Sebagaimana leluhur mereka, orang Wana Posangke menanam padi atau dalam bahasa setempat pae di ladang atau yang mereka sebut navu, navu ini berada disekitar lipu (kampung) mereka, tradisi bertani ini adalah bentuk kehidupan subsisten mereka, dalam ketentuan adat padi atau beras yang mereka tanam tak boleh diperjualbelikan.

Ada berbagai jenis padi lokal yang dimiliki orang Wana Posangke diantaranya pae uva, pae langkai, pae saja, pae puyu moge, dan pae pulu rapa serta beberapa jenis padi lokal lainnya. Proses penanamannya dilakukan dengan ritual tertentu, dimulai dari pembukaan lahan hingga panen dan paska panen.

Ladang yang akan dibuka adalah lahan bekas ladang yang telah ditinggalkan 2 hingga 3 tahun dan telah ditumbuhi pepohonan, lahan ini mereka sebut yopo mangura. Lahan bekas ladang sengaja ditinggalkan untuk memberikan waktu bagi tanah guna memulihkan kesuburannya.
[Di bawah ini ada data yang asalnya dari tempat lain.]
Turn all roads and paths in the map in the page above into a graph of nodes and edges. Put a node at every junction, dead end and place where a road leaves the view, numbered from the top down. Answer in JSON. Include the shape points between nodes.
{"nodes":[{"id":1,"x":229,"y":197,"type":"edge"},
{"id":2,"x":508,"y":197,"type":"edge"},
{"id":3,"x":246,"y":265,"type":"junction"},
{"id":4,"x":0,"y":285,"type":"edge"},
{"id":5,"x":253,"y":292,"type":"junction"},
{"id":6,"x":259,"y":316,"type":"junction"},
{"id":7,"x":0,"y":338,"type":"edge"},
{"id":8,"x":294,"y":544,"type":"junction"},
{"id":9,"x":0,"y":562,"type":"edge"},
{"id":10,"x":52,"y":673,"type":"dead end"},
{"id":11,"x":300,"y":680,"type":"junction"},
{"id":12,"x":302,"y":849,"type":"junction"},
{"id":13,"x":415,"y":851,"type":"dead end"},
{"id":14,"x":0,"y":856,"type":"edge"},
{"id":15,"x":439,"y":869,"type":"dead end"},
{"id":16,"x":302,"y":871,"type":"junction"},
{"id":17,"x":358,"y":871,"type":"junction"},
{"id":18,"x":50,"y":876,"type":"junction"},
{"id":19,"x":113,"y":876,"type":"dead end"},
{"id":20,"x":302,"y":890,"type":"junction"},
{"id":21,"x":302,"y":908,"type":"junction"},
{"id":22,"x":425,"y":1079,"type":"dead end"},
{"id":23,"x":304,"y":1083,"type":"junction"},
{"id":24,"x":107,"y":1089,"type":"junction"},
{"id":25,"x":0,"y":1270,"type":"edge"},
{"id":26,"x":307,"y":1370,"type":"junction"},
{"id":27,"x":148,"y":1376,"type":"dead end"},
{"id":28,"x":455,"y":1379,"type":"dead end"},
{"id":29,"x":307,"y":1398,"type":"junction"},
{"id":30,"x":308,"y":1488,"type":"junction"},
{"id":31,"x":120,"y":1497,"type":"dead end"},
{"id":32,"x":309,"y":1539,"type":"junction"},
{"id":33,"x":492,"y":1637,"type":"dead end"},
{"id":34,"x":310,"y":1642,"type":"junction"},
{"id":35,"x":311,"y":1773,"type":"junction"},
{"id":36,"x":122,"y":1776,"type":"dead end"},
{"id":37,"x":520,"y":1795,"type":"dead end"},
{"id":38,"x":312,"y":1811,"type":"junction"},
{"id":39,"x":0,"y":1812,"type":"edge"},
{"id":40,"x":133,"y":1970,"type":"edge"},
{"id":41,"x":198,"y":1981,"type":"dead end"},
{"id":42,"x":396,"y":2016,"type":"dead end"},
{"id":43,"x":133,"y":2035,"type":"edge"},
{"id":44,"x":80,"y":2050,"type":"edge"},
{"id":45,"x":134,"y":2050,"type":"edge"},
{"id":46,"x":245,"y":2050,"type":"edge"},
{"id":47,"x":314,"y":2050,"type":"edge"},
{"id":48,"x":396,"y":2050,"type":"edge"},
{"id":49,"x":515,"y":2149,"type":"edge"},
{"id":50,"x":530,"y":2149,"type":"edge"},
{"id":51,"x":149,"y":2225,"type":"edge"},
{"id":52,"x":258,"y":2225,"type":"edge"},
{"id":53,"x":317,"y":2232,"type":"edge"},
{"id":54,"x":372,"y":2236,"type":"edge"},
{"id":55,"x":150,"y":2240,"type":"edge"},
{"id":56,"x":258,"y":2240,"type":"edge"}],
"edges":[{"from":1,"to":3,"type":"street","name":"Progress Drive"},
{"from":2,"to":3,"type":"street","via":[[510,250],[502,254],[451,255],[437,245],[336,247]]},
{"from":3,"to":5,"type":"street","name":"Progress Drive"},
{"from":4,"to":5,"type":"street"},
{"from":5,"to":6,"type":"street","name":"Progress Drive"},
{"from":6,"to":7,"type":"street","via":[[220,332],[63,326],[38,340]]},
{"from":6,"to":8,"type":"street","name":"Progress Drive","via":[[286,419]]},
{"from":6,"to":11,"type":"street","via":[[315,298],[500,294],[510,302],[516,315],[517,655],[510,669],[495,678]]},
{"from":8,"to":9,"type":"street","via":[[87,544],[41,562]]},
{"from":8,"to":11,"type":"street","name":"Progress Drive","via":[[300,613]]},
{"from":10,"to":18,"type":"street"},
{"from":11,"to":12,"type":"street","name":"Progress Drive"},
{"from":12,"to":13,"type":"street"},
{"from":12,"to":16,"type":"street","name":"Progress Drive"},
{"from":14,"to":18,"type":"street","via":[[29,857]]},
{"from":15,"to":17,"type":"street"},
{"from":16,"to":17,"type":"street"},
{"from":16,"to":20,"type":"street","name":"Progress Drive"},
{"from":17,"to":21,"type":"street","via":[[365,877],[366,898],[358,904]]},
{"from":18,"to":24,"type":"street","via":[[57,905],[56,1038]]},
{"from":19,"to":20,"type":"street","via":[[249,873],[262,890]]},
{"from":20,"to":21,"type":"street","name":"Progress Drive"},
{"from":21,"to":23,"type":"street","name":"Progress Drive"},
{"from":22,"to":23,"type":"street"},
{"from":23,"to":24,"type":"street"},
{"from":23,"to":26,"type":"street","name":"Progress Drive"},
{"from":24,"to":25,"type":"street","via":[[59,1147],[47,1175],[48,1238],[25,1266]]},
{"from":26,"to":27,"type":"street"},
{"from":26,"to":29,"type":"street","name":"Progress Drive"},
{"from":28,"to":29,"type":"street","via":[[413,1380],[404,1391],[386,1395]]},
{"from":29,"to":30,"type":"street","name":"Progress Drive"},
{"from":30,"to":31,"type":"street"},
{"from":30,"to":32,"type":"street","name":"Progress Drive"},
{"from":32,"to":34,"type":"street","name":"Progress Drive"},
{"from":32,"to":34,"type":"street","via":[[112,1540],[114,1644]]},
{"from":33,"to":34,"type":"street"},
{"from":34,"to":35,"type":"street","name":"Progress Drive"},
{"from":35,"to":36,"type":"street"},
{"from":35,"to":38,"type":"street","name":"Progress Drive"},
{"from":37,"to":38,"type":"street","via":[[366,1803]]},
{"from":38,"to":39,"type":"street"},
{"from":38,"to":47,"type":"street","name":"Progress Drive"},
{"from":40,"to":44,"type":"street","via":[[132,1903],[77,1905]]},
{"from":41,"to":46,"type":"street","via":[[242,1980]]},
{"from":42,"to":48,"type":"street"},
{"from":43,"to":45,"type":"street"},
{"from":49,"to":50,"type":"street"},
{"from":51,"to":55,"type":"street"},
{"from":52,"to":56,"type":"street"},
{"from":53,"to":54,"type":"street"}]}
Proses membuka lahan diawali dengan melakukan semacam observasi (maloa yopo) yakni mengamati kondisi lokasi yang akan dibuka, apabila saat memeriksa lahan tersebut ditemukan beberapa jenis hewan (oni-oni) tertentu seperti ule vuri (ular hitam) dan beberapa jenis burung tertentu seperti tonsi kapoa (burung hantu) maka lahan tersebut tidak boleh dibuka. Dalam kepercayaan mereka lahan tersebut tidak akan menghasilkan malah akan mendatangkan malapetaka.

Setelah lahan dianggap baik maka dilakukan Kapongo yakni ritual doa sambil makan pinang yang dipimpin oleh ketua adat, kemudian lahan dibersihkan sedikit. Esoknya dimulai pekerjaan membuka lahan, di hari pertama ini si pemilik lahan bekerja hanya setengah hari yakni sampai jam 1 atau jam 2 dan tidak dibolehkan sampai sore hari.
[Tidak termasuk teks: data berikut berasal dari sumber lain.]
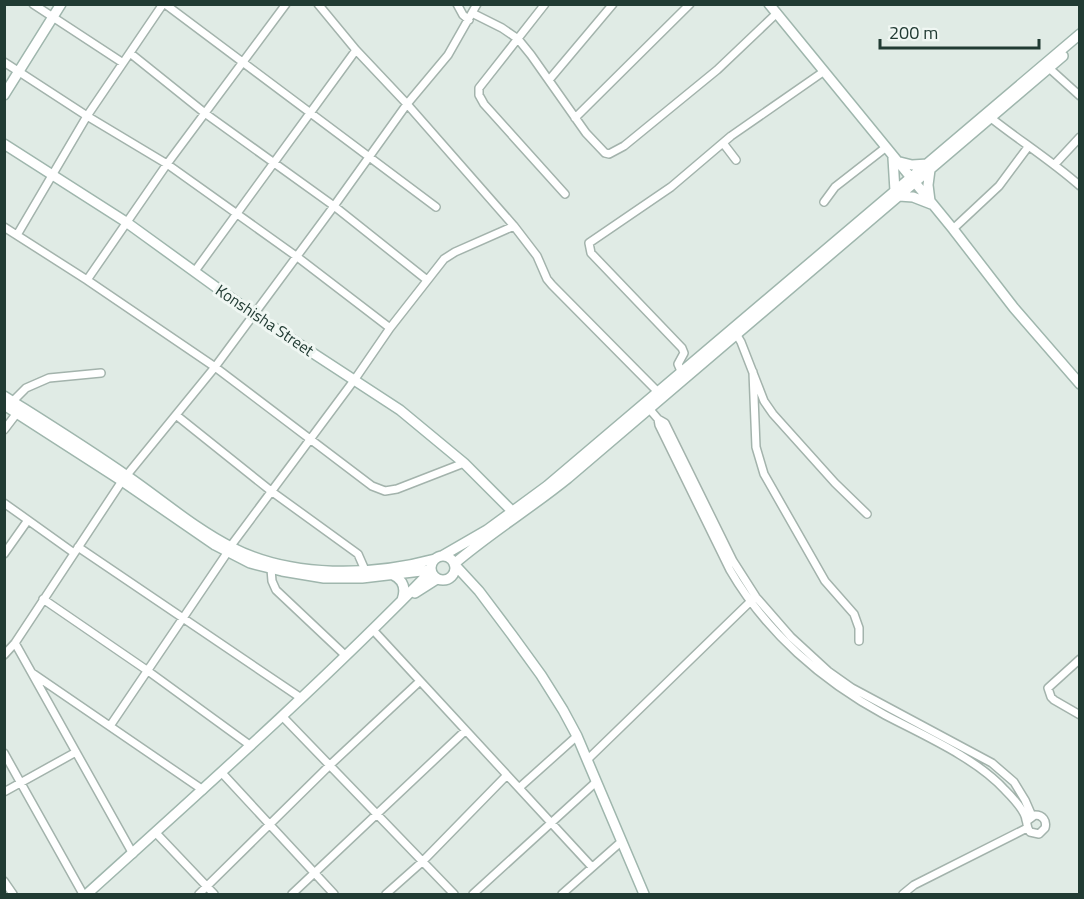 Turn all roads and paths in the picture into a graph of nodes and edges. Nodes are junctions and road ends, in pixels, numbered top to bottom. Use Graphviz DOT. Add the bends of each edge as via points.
graph roads {
  1 [pos="33,4"];
  2 [pos="61,4"];
  3 [pos="164,4"];
  4 [pos="286,4"];
  5 [pos="318,4"];
  6 [pos="458,4"];
  7 [pos="477,4"];
  8 [pos="545,4"];
  9 [pos="613,4"];
  10 [pos="690,4"];
  11 [pos="772,7"];
  12 [pos="470,17"];
  13 [pos="52,18"];
  14 [pos="1080,34"];
  15 [pos="518,39"];
  16 [pos="1080,42"];
  17 [pos="356,50"];
  18 [pos="130,53"];
  19 [pos="4,62"];
  20 [pos="244,62"];
  21 [pos="123,63"];
  22 [pos="1049,68"];
  23 [pos="19,72"];
  24 [pos="823,72"];
  25 [pos="549,80"];
  26 [pos="4,95"];
  27 [pos="1080,96"];
  28 [pos="407,104"];
  29 [pos="310,111"];
  30 [pos="206,114"];
  31 [pos="87,116"];
  32 [pos="574,118"];
  33 [pos="991,118"];
  34 [pos="1080,137"];
  35 [pos="723,143"];
  36 [pos="4,144"];
  37 [pos="1028,147"];
  38 [pos="885,148"];
  39 [pos="370,157"];
  40 [pos="895,159"];
  41 [pos="736,160"];
  42 [pos="273,163"];
  43 [pos="167,164"];
  44 [pos="1055,164"];
  45 [pos="929,167"];
  46 [pos="52,174"];
  47 [pos="912,181"];
  48 [pos="1080,186"];
  49 [pos="565,194"];
  50 [pos="897,194"];
  51 [pos="824,202"];
  52 [pos="931,203"];
  53 [pos="334,206"];
  54 [pos="436,207"];
  55 [pos="236,214"];
  56 [pos="126,222"];
  57 [pos="514,226"];
  58 [pos="4,227"];
  59 [pos="953,230"];
  60 [pos="17,235"];
  61 [pos="296,256"];
  62 [pos="195,271"];
  63 [pos="87,280"];
  64 [pos="427,280"];
  65 [pos="253,314"];
  66 [pos="390,328"];
  67 [pos="735,331"];
  68 [pos="214,367"];
  69 [pos="681,371"];
  70 [pos="753,372"];
  71 [pos="101,373"];
  72 [pos="355,379"];
  73 [pos="1080,384"];
  74 [pos="657,391"];
  75 [pos="7,401"];
  76 [pos="646,405"];
  77 [pos="16,413"];
  78 [pos="176,415"];
  79 [pos="4,430"];
  80 [pos="309,440"];
  81 [pos="464,463"];
  82 [pos="124,478"];
  83 [pos="271,491"];
  84 [pos="4,503"];
  85 [pos="513,512"];
  86 [pos="867,514"];
  87 [pos="28,520"];
  88 [pos="76,550"];
  89 [pos="228,550"];
  90 [pos="4,554"];
  91 [pos="438,557"];
  92 [pos="455,564"];
  93 [pos="271,569"];
  94 [pos="365,570"];
  95 [pos="433,574"];
  96 [pos="393,575"];
  97 [pos="452,577"];
  98 [pos="478,591"];
  99 [pos="43,599"];
  100 [pos="753,599"];
  101 [pos="404,600"];
  102 [pos="183,616"];
  103 [pos="374,631"];
  104 [pos="859,641"];
  105 [pos="15,643"];
  106 [pos="4,655"];
  107 [pos="346,656"];
  108 [pos="1080,659"];
  109 [pos="29,671"];
  110 [pos="148,671"];
  111 [pos="419,682"];
  112 [pos="301,698"];
  113 [pos="282,716"];
  114 [pos="1080,716"];
  115 [pos="110,726"];
  116 [pos="465,731"];
  117 [pos="577,736"];
  118 [pos="251,746"];
  119 [pos="76,752"];
  120 [pos="4,753"];
  121 [pos="587,760"];
  122 [pos="330,765"];
  123 [pos="222,773"];
  124 [pos="507,775"];
  125 [pos="596,782"];
  126 [pos="21,783"];
  127 [pos="520,788"];
  128 [pos="203,790"];
  129 [pos="4,792"];
  130 [pos="378,814"];
  131 [pos="551,822"];
  132 [pos="1028,822"];
  133 [pos="269,825"];
  134 [pos="156,833"];
  135 [pos="622,841"];
  136 [pos="133,854"];
  137 [pos="422,862"];
  138 [pos="592,867"];
  139 [pos="315,874"];
  140 [pos="4,881"];
  141 [pos="206,887"];
  142 [pos="13,894"];
  143 [pos="89,894"];
  144 [pos="199,894"];
  145 [pos="214,894"];
  146 [pos="292,894"];
  147 [pos="334,894"];
  148 [pos="386,894"];
  149 [pos="454,894"];
  150 [pos="473,894"];
  151 [pos="562,894"];
  152 [pos="644,894"];
  153 [pos="903,894"];
  1 -- 13 [label="street"];
  2 -- 13 [label="main road"];
  3 -- 18 [label="street"];
  3 -- 20 [label="street"];
  4 -- 20 [label="street"];
  5 -- 17 [label="street"];
  6 -- 12 [label="street" via="463,15"];
  7 -- 12 [label="street"];
  8 -- 15 [label="street"];
  9 -- 25 [label="street"];
  10 -- 32 [label="street"];
  11 -- 24 [label="main road"];
  11 -- 32 [label="street" via="717,70 615,152 605,153"];
  12 -- 15 [label="street" via="502,28"];
  12 -- 28 [label="street" via="448,55"];
  13 -- 21 [label="street"];
  13 -- 23 [label="main road"];
  14 -- 45 [label="main road"];
  15 -- 25 [label="street"];
  15 -- 49 [label="street" via="479,88 479,95"];
  16 -- 22 [label="main road"];
  17 -- 28 [label="street"];
  17 -- 29 [label="street"];
  18 -- 21 [label="street"];
  18 -- 30 [label="street"];
  19 -- 23 [label="street"];
  20 -- 29 [label="street"];
  20 -- 30 [label="street"];
  21 -- 31 [label="street"];
  22 -- 27 [label="street"];
  22 -- 33 [label="main road"];
  23 -- 26 [label="main road"];
  23 -- 31 [label="street"];
  24 -- 35 [label="street"];
  24 -- 38 [label="main road"];
  25 -- 32 [label="street"];
  28 -- 39 [label="street"];
  28 -- 57 [label="street"];
  29 -- 39 [label="street"];
  29 -- 42 [label="street"];
  30 -- 42 [label="street"];
  30 -- 43 [label="street"];
  31 -- 43 [label="street"];
  31 -- 46 [label="street"];
  33 -- 37 [label="street"];
  33 -- 45 [label="main road"];
  34 -- 44 [label="street"];
  35 -- 41 [label="street"];
  35 -- 69 [label="street" via="671,187 588,245 591,253 682,348 678,364"];
  36 -- 46 [label="main road, Konshisha Street"];
  37 -- 44 [label="street"];
  37 -- 59 [label="street" via="999,186"];
  38 -- 40 [label="main road"];
  38 -- 51 [label="street" via="835,187"];
  39 -- 53 [label="street"];
  39 -- 54 [label="street"];
  40 -- 45 [label="main road"];
  40 -- 47 [label="main road"];
  40 -- 50 [label="main road"];
  42 -- 53 [label="street"];
  42 -- 55 [label="street"];
  43 -- 55 [label="street"];
  43 -- 56 [label="street"];
  44 -- 48 [label="street"];
  45 -- 47 [label="main road"];
  45 -- 52 [label="main road"];
  46 -- 56 [label="main road, Konshisha Street"];
  46 -- 60 [label="street"];
  47 -- 50 [label="main road"];
  47 -- 52 [label="main road"];
  50 -- 52 [label="main road"];
  50 -- 67 [label="main road"];
  52 -- 59 [label="main road"];
  53 -- 61 [label="street"];
  53 -- 64 [label="street"];
  55 -- 61 [label="street"];
  55 -- 62 [label="street"];
  56 -- 62 [label="main road, Konshisha Street"];
  56 -- 63 [label="street"];
  57 -- 64 [label="street" via="449,255"];
  57 -- 74 [label="street" via="537,256 552,285"];
  58 -- 60 [label="street"];
  59 -- 73 [label="main road"];
  60 -- 63 [label="street"];
  61 -- 65 [label="street"];
  61 -- 66 [label="street"];
  62 -- 65 [label="main road, Konshisha Street"];
  63 -- 68 [label="street"];
  64 -- 66 [label="street"];
  65 -- 68 [label="street"];
  65 -- 72 [label="main road, Konshisha Street"];
  66 -- 72 [label="street"];
  67 -- 69 [label="main road"];
  67 -- 70 [label="street"];
  67 -- 76 [label="main road"];
  68 -- 78 [label="street"];
  68 -- 80 [label="street"];
  69 -- 74 [label="main road"];
  70 -- 86 [label="street" via="773,414"];
  70 -- 104 [label="street" via="756,447 764,474 825,581 854,614"];
  71 -- 75 [label="street" via="49,378"];
  72 -- 80 [label="street"];
  72 -- 81 [label="main road, Konshisha Street"];
  74 -- 76 [label="main road"];
  75 -- 77 [label="main road"];
  75 -- 82 [label="main road"];
  76 -- 85 [label="main road"];
  76 -- 92 [label="main road" via="545,496"];
  76 -- 100 [label="street" via="658,419 730,570"];
  77 -- 79 [label="street"];
  77 -- 82 [label="main road"];
  78 -- 82 [label="street"];
  78 -- 83 [label="street"];
  80 -- 81 [label="street" via="380,490 397,489"];
  80 -- 83 [label="street"];
  81 -- 85 [label="main road, Konshisha Street"];
  82 -- 88 [label="street"];
  82 -- 89 [label="main road"];
  83 -- 89 [label="street"];
  83 -- 94 [label="street" via="358,554"];
  84 -- 87 [label="street"];
  85 -- 91 [label="main road"];
  87 -- 88 [label="street"];
  87 -- 90 [label="street"];
  88 -- 99 [label="street"];
  88 -- 102 [label="street"];
  89 -- 93 [label="main road"];
  89 -- 94 [label="main road" via="310,569"];
  89 -- 102 [label="street"];
  91 -- 92 [label="main road" via="449,558"];
  91 -- 94 [label="main road" via="405,566"];
  91 -- 95 [label="main road" via="431,564"];
  92 -- 97 [label="main road"];
  92 -- 98 [label="main road"];
  93 -- 96 [label="main road" via="324,578"];
  93 -- 107 [label="street" via="276,590"];
  95 -- 96 [label="main road"];
  95 -- 97 [label="main road" via="445,580"];
  95 -- 101 [label="main road"];
  96 -- 101 [label="main road" via="404,587"];
  97 -- 98 [label="main road"];
  98 -- 117 [label="main road" via="541,675"];
  99 -- 105 [label="street"];
  99 -- 110 [label="street"];
  100 -- 121 [label="street"];
  100 -- 132 [label="street" via="804,659 834,685 962,757 999,784"];
  100 -- 132 [label="street" via="836,677 998,767 1019,789"];
  101 -- 103 [label="main road"];
  102 -- 110 [label="street"];
  102 -- 112 [label="street"];
  103 -- 107 [label="main road"];
  103 -- 111 [label="street"];
  105 -- 106 [label="street"];
  105 -- 109 [label="street"];
  107 -- 112 [label="main road"];
  108 -- 114 [label="street" via="1048,688 1054,700"];
  109 -- 115 [label="street"];
  109 -- 119 [label="street"];
  110 -- 115 [label="street"];
  110 -- 118 [label="street"];
  111 -- 116 [label="street"];
  111 -- 122 [label="street"];
  112 -- 113 [label="main road"];
  113 -- 118 [label="main road"];
  113 -- 122 [label="street"];
  115 -- 128 [label="street"];
  116 -- 124 [label="street"];
  116 -- 130 [label="street"];
  117 -- 121 [label="main road"];
  117 -- 127 [label="street"];
  118 -- 123 [label="main road"];
  119 -- 126 [label="street"];
  119 -- 136 [label="street"];
  120 -- 126 [label="street"];
  121 -- 125 [label="main road"];
  122 -- 130 [label="street"];
  122 -- 133 [label="street"];
  123 -- 128 [label="main road"];
  123 -- 133 [label="street"];
  124 -- 127 [label="street"];
  124 -- 137 [label="street"];
  125 -- 131 [label="street"];
  125 -- 135 [label="main road"];
  126 -- 129 [label="street"];
  126 -- 143 [label="street"];
  127 -- 131 [label="street"];
  128 -- 134 [label="main road"];
  130 -- 137 [label="street"];
  130 -- 139 [label="street"];
  131 -- 138 [label="street"];
  131 -- 150 [label="street"];
  132 -- 153 [label="street"];
  133 -- 139 [label="street"];
  133 -- 141 [label="street"];
  134 -- 136 [label="main road"];
  134 -- 141 [label="street"];
  135 -- 138 [label="street"];
  135 -- 152 [label="main road"];
  136 -- 143 [label="main road"];
  137 -- 148 [label="street"];
  137 -- 149 [label="street"];
  138 -- 151 [label="street"];
  139 -- 146 [label="street"];
  139 -- 147 [label="street"];
  140 -- 142 [label="street"];
  141 -- 144 [label="street"];
  141 -- 145 [label="street"];
}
Hari berikutnya sudah boleh bekerja sampai sore atau jam 5, pekerjaan menyiapkan lahan ini meliputi menebang pohon dan menebas belukar yang mereka sebut yau mosasa, lalu masa menunggu hingga bekas tebangan tersebut kering, ini biasanya berlangsung selama satu bulan dan selanjutnya membakarnya. Sebelum membakar terlebih dahulu dilakukan ritual doa (kapongo), proses membakar ini pertama harus dilakukan oleh pemilik lahan, setelah itu kegiatan berikutnya adalah menugal yang juga harus didahului dengan ritual doa (kapongo). Mouyunsu‘a adalah kegiatan pertama tanam padi yang juga diawali dengan kapongo.
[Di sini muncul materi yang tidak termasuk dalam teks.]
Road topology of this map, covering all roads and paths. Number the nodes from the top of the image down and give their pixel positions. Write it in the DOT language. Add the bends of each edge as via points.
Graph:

Pada proses mouyunsu’a ini, semua jenis padi yang akan ditanam diletakan di dalam wadah berupa anyaman yang mereka sebut pangkeni. Berbagai jenis padi tersebut kemudian ditanam di petak-petak yang terbuat dari kayu jenis tertentu yang mereka namakan kayu yoa. Kayu ini kemudian disulam diatas tanah, ditancap di dalam tanah sejumlah 4 petak lalu ditanami jole (jagung), satu toko nuvi (singkong), smata mpae (cocor bebek).
Setelah penanaman awal selesai, dilanjutkan dengan penanaman padi. Pada proses menanam ini biasanya dilakukan kaum perempuan mulai dari menugal hingga mengisi benihnya. Biasanya pada proses menanam ini dilakukan sendiri-sendiri sebab semua anggota komunitas sibuk membuka kebun masing-masing karena waktu menanam yang serentak.

Setelah padi tumbuh sesekali mereka membersihan ladang tersebut dengan menggunakan parang atau sabit, kegiatan ini juga lebih banyak dilakukan kaum perempuan, sebab para lelaki biasanya memulai kesibukan mencari damar. Setelah kurang lebih 4 bulan maka padi tersebut siap dipanen, masa panen bervariasi tergantung dari jenis padi, dari 4 hingga 5 bulan.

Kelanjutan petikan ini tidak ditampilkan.